[Stored items]
[Start of section]

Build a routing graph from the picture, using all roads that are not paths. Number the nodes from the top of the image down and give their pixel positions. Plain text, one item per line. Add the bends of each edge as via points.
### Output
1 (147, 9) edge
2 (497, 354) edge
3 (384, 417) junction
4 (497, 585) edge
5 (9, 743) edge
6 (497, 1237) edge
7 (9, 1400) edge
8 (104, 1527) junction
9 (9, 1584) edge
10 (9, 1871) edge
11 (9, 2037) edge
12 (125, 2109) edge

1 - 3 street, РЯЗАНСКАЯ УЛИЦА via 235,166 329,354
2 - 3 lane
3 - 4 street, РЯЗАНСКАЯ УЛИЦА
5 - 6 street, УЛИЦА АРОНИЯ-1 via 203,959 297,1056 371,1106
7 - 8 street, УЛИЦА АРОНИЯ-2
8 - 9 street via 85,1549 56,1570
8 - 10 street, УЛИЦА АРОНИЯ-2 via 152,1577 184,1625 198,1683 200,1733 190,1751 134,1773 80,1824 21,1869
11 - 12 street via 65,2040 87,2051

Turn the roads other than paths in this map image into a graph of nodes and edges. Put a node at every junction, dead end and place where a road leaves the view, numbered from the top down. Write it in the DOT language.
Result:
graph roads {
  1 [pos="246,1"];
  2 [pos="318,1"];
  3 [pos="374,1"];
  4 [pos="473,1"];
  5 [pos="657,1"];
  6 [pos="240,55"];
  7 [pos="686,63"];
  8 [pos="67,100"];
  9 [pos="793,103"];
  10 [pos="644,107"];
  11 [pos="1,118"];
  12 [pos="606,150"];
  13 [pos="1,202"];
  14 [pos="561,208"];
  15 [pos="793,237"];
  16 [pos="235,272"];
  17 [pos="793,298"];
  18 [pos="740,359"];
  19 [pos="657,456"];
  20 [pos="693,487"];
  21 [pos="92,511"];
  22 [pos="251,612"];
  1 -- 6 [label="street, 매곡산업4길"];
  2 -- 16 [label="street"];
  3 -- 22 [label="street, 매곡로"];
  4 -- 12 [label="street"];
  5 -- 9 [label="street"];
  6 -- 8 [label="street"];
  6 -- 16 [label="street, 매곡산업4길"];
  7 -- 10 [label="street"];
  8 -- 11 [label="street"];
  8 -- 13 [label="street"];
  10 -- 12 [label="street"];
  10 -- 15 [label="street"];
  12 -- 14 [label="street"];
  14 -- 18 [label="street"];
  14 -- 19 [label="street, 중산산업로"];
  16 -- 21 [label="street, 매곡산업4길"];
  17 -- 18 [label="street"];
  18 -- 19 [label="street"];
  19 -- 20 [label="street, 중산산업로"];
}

[End of section]

_Your task_
What lines above contain "image"? Copy them out.

_Task output_
Build a routing graph from the picture, using all roads that are not paths. Number the nodes from the top of the image down and give their pixel positions. Plain text, one item per line. Add the bends of each edge as via points.
Turn the roads other than paths in this map image into a graph of nodes and edges. Put a node at every junction, dead end and place where a road leaves the view, numbered from the top down. Write it in the DOT language.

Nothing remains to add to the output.